Le dialogue : l’art de reconstruire une conversation plus vraie et intéressante que nature. Cet article vous explique comment bâtir votre dialogue en évitant les fautes les plus grossières. La 19e leçon d’Antoine Albalat, extraite de L’art d’écrire en 20 leçons, est commentée par Frédéric Barbas, correcteur d’édition

 

Le dialogue :  l’art de reconstruire une conversation plus vraie et intéressante que nature

 

La définition d’Antoine Albalat

« Il exige des qualités de mouvement, de rapidité, d’élégance concise et entraînante, qui constituent précisément la vocation dramatique.

C’est qu’il y a deux sortes de dialogues : l’un, littéraire, phrasé, construit, livresque ; l’autre, qui est la reproduction photographique de la parole parlée, dans son raccourci imprévu, sautillant, fiévreux, primesautier, elliptique. Or, rien n’est plus difficile que l’art d’équilibrer ces deux extrêmes […]

En général, le dialogue ne peut avoir la vivacité, la vie, l’illusion du vrai, s’il est écrit dans le style même de la narration ou du récit. Il y faut d’autres phrases que les phrases d’un livre ou d’un morceau littéraire ; des phrases conçues autrement, plus courtes, plus haletantes, plus coupées. » précise Antoine Albalat

 

Évitez de trop « écrire les dialogues »

Commençons par ce qu’il est préférable d’éviter de nos jours. Fénelon est à l’œuvre, ici :

« Bourbon — Et moi, je suis victorieux d’un ennemi qui m’a outragé ; je me venge de lui ; je le chasse du Milanais ; je fais sentir à toute la France combien elle est malheureuse de m’avoir perdu en me poussant à bout : appelles-tu cela être à plaindre ?

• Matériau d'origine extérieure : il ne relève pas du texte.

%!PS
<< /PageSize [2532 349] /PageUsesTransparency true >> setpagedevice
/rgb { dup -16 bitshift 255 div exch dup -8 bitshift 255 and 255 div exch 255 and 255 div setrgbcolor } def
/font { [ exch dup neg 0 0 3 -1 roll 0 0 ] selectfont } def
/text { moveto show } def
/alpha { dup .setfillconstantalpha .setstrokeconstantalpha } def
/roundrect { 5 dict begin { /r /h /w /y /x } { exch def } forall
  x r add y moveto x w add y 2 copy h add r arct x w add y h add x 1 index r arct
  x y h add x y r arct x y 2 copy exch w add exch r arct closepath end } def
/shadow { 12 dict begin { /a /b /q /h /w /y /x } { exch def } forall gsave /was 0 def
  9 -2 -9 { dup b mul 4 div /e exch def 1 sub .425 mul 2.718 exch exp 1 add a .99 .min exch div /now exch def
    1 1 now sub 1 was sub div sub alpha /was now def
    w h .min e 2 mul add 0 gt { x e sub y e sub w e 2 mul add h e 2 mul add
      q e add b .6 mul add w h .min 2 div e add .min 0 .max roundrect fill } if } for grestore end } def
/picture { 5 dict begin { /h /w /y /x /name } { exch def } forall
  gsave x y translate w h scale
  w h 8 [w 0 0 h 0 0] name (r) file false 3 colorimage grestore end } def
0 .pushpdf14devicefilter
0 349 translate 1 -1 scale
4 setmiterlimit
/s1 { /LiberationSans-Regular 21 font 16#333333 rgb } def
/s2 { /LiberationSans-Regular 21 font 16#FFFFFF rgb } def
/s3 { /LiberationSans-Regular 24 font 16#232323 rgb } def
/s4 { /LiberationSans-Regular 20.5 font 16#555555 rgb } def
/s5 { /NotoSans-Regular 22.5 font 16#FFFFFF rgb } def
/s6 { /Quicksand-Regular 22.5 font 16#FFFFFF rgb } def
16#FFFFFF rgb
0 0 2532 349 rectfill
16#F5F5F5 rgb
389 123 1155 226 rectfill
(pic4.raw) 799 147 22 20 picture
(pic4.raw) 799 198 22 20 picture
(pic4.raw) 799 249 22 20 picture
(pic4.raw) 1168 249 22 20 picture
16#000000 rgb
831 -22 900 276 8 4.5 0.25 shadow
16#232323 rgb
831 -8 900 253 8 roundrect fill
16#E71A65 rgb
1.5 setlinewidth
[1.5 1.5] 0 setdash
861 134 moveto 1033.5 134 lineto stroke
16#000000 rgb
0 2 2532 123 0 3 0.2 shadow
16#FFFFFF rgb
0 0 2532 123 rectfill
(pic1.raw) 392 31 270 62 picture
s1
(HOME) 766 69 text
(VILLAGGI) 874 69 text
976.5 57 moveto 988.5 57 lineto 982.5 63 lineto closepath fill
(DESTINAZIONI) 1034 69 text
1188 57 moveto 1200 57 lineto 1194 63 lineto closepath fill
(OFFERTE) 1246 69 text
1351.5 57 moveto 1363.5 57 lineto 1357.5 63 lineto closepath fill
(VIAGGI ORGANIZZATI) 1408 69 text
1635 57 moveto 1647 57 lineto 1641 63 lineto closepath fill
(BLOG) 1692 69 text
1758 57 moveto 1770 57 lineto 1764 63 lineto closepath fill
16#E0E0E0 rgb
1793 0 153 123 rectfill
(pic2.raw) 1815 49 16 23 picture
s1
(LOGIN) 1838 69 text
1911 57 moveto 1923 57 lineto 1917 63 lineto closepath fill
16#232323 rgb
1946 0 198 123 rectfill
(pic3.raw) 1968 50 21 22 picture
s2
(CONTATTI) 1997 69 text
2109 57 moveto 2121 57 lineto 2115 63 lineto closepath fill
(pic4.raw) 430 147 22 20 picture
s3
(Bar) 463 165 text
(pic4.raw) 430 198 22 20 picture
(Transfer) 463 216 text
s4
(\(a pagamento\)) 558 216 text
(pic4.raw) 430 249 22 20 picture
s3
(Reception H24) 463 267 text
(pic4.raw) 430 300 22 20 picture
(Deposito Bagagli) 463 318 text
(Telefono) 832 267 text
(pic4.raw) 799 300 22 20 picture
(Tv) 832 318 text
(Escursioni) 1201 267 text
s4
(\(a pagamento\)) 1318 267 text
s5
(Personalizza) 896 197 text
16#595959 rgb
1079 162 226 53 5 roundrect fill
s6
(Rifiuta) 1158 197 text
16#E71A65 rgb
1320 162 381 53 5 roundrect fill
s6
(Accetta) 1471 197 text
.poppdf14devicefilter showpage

Bayard — Oui : on est toujours à plaindre quand on agit contre son devoir ; il vaut mieux périr en combattant pour la patrie que la vaincre et triompher d’elle. Ah ! quelle horrible gloire que celle de détruire son pays !

Bourbon — Mais ma patrie a été ingrate après tant de services que je lui avais rendus. Madame m’a fait traiter indignement par un dépit d’amour. Le roi, par faiblesse pour elle, m’a fait une injustice énorme en me dépouillant de mon bien. On a détaché de moi jusqu’à mes domestiques, Matignon et d’Argouges. J’ai été contraint, pour sauver ma vie, de m’enfuir presque seul. Que voulais-tu que je fisse ?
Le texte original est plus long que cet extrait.